The inflation target also is pegged at 2%, and accommodative rates will remain so long as inflation in the CPI reading for 18 to 24 months ahead will be 0.5 percentage points or more above the 2% target. That is very similar to the U.S. policy. Other similarities are nearly identical as well, although the Bank of England’s asset purchases have been less transparent and have not seemed as robust to American observers.
The Bank of England said:
The Committee intends at a minimum to maintain the current highly stimulative stance of monetary policy until economic slack has been substantially reduced, provided this does not entail material risks to either price stability or financial stability. … In particular, the MPC intends not to raise Bank Rate from its current level of 0.5% at least until the Labor Force Survey headline measure of the unemployment rate has fallen to a threshold of 7%, subject to the conditions below.

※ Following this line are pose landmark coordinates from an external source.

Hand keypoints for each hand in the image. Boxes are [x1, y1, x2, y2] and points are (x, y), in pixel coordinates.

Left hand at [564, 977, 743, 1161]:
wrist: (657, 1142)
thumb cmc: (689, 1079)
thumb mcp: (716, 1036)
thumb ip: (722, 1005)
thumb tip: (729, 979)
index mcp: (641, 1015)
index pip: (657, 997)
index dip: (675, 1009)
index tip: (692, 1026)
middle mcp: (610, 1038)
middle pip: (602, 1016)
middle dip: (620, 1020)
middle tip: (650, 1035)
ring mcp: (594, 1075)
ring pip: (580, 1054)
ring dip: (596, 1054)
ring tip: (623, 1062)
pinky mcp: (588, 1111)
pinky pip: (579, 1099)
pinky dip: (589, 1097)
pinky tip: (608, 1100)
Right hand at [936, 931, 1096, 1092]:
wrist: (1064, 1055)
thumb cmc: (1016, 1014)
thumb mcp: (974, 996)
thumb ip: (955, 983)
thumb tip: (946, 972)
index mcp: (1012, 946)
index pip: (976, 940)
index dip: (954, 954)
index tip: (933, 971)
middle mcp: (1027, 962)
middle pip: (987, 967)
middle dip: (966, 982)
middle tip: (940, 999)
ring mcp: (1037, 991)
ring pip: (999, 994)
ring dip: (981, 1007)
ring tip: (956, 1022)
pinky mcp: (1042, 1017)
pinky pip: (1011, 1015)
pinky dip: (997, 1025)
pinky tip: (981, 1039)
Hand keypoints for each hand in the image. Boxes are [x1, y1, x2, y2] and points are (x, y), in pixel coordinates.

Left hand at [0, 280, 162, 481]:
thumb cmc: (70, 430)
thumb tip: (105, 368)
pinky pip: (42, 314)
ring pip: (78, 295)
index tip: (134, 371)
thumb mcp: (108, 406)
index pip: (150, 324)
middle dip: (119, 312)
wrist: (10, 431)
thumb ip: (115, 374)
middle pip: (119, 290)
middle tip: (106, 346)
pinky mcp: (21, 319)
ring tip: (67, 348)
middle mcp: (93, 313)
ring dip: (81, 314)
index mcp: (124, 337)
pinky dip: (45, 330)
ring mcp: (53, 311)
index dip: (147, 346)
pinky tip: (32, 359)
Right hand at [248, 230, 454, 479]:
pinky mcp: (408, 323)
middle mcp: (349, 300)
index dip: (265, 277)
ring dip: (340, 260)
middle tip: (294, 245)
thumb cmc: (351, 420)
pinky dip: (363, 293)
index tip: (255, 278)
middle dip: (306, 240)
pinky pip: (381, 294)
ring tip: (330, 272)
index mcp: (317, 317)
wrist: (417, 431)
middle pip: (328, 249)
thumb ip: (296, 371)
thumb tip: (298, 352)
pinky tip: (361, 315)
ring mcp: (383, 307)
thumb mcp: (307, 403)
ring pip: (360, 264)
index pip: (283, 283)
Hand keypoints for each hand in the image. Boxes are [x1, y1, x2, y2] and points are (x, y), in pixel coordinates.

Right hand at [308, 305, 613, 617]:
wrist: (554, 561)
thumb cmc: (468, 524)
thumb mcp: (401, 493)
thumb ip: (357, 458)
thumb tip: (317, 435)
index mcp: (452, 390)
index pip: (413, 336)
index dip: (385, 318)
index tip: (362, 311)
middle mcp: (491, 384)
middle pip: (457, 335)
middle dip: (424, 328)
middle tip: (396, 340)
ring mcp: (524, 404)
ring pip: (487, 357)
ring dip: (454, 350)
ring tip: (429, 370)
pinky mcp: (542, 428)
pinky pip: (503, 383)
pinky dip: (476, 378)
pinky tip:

Quantitative easing via asset purchases will remain in place in England. Sound familiar? The bank statement guidance said:
The Committee will continue to set the level of Bank Rate and the size of the asset purchase program each month, taking these criteria into account. The action taken by the MPC if any of these knockouts were breached would depend upon its assessment at the time as to the appropriate setting of monetary policy in order to fulfill its remit to deliver price stability. There is therefore no presumption that breaching any of these knockouts would lead to an immediate increase in Bank Rate or sale of assets.
Even if there is not a one world order, there is becoming more and more of a one-world message from central bankers.